SPS SA-TWG Webinar: Reduced-Rank Techniques for Array Signal Processing

Date: 14 June 2024
Time: 1:00 PM ET (New York Time)
Speaker(s): Prof. Rodrigo C. de Lamare
University of York, United Kingdom and Pontifical Catholic University of Rio de Janeiro, Brazil

This webinar is the next in a series by the IEEE Synthetic Aperture Technical Working Group (SA-TWG)


This seminar presents reduced-rank techniques for array signal processing some applications and discusses future perspectives. The underlying theory of reduced-rank signal processing is introduced using a simple linear algebra approach. The main reduced-rank methods proposed to date are reviewed and are compared in terms of their advantages and disadvantages. A general framework for reduced-rank processing based on the minimum mean squared error (MMSE) and minimum variance (MV) design criteria is presented and used for motivating the design of the transformation that performs dimensionality reduction. Following this general framework, we discuss several existing reduced-rank methods and illustrate their performance for array signal processing applications such as beamforming, direction finding and radar systems.

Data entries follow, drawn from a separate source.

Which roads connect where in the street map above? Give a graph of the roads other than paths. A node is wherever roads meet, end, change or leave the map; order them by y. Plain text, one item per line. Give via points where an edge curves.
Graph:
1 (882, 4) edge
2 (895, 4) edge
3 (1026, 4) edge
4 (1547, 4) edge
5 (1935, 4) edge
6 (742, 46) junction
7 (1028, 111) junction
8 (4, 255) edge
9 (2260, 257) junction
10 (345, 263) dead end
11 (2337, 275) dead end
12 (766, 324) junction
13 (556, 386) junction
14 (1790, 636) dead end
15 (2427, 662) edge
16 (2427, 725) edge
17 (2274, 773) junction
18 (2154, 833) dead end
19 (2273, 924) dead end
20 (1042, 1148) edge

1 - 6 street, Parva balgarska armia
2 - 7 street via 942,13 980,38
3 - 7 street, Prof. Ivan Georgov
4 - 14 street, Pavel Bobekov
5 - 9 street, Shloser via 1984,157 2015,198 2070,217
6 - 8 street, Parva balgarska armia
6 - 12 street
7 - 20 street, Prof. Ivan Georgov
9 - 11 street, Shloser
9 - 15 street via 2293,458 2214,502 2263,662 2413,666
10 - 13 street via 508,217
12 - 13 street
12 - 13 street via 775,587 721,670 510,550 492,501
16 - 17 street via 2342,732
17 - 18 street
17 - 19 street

Kristine BellRodrigo C. de Lamare was born in Rio de Janeiro, Brazil, in 1975. He received his Diploma in electronic engineering from the Federal University of Rio de Janeiro in 1998 and the MSc and PhD degrees in electrical engineering from the Pontifical Catholic University of Rio de Janeiro (PUC-Rio) in 2001 and 2004, respectively. Since January 2006, he has been with the Communications Group, School of Physics, Engineering and Technology, University of York, United Kingdom, where he is a Professor. Since April 2013, he has also been a Professor at PUC-RIO. Dr de Lamare is a senior member of the IEEE and an elected member of the IEEE Signal Processing for Communications and Networking Committee and the IEEE Sensor Array and Multichannel Signal Processing. He served as editor for IEEE Wireless Communications Letters and IEEE Transactions on Communications, and is currently an associate editor of IEEE Transactions on Signal Processing. His research interests lie in communications and signal processing, areas in which he has published over 500 papers in international journals and conferences.